[Exercise brief]:
Set down each record that follows exactly. Drop the images.

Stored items
+ + +
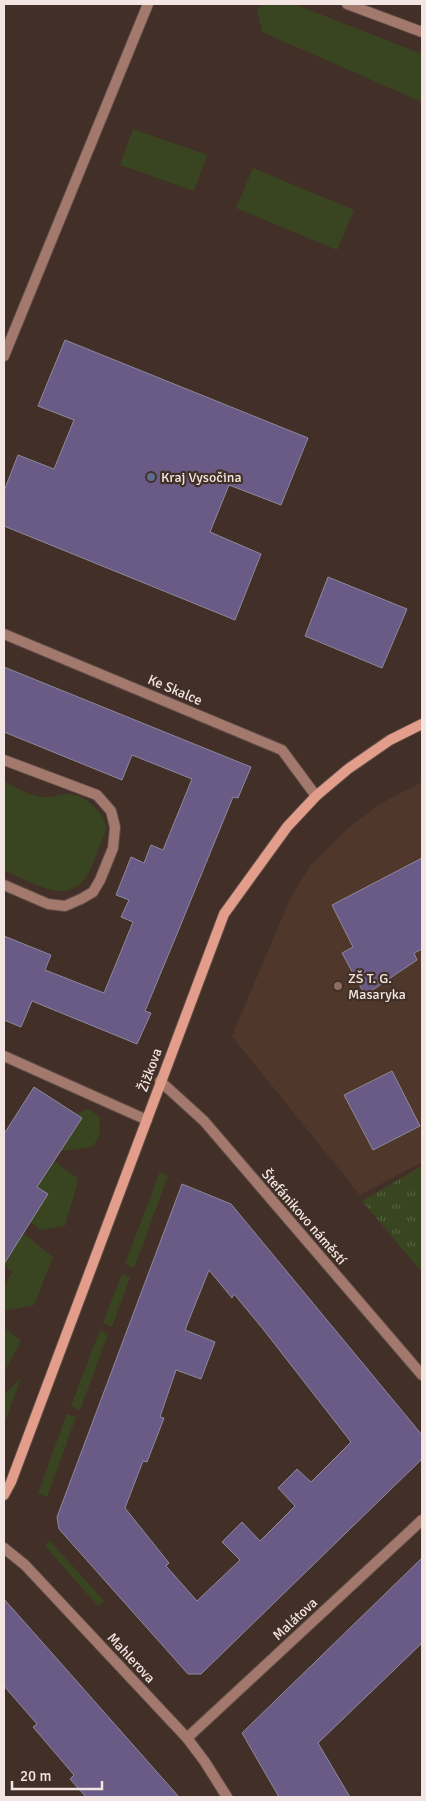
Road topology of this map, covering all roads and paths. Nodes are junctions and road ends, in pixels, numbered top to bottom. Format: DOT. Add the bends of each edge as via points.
graph roads {
  1 [pos="148,4"];
  2 [pos="347,4"];
  3 [pos="422,32"];
  4 [pos="4,356"];
  5 [pos="4,634"];
  6 [pos="422,724"];
  7 [pos="4,760"];
  8 [pos="316,796"];
  9 [pos="4,885"];
  10 [pos="4,1056"];
  11 [pos="160,1081"];
  12 [pos="147,1120"];
  13 [pos="422,1375"];
  14 [pos="4,1495"];
  15 [pos="422,1520"];
  16 [pos="4,1548"];
  17 [pos="187,1738"];
  18 [pos="227,1797"];
  1 -- 4 [label="street"];
  2 -- 3 [label="street"];
  5 -- 8 [label="street, Ke Skalce" via="282,750"];
  6 -- 8 [label="main road, Žižkova" via="390,740"];
  7 -- 9 [label="street" via="97,795 111,811 115,837 93,892 65,906 48,904"];
  8 -- 11 [label="main road, Žižkova" via="287,827 224,914"];
  10 -- 12 [label="street"];
  11 -- 12 [label="main road, Žižkova"];
  11 -- 13 [label="street, Štefánikovo náměstí" via="204,1121"];
  12 -- 14 [label="main road, Žižkova"];
  15 -- 17 [label="street, Malátova"];
  16 -- 17 [label="street, Mahlerova" via="24,1565"];
  17 -- 18 [label="street, Mahlerova"];
}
+ + +
[Task output]:
Road topology of this map, covering all roads and paths. Nodes are junctions and road ends, in pixels, numbered top to bottom. Format: DOT. Add the bends of each edge as via points.
graph roads {
  1 [pos="148,4"];
  2 [pos="347,4"];
  3 [pos="422,32"];
  4 [pos="4,356"];
  5 [pos="4,634"];
  6 [pos="422,724"];
  7 [pos="4,760"];
  8 [pos="316,796"];
  9 [pos="4,885"];
  10 [pos="4,1056"];
  11 [pos="160,1081"];
  12 [pos="147,1120"];
  13 [pos="422,1375"];
  14 [pos="4,1495"];
  15 [pos="422,1520"];
  16 [pos="4,1548"];
  17 [pos="187,1738"];
  18 [pos="227,1797"];
  1 -- 4 [label="street"];
  2 -- 3 [label="street"];
  5 -- 8 [label="street, Ke Skalce" via="282,750"];
  6 -- 8 [label="main road, Žižkova" via="390,740"];
  7 -- 9 [label="street" via="97,795 111,811 115,837 93,892 65,906 48,904"];
  8 -- 11 [label="main road, Žižkova" via="287,827 224,914"];
  10 -- 12 [label="street"];
  11 -- 12 [label="main road, Žižkova"];
  11 -- 13 [label="street, Štefánikovo náměstí" via="204,1121"];
  12 -- 14 [label="main road, Žižkova"];
  15 -- 17 [label="street, Malátova"];
  16 -- 17 [label="street, Mahlerova" via="24,1565"];
  17 -- 18 [label="street, Mahlerova"];
}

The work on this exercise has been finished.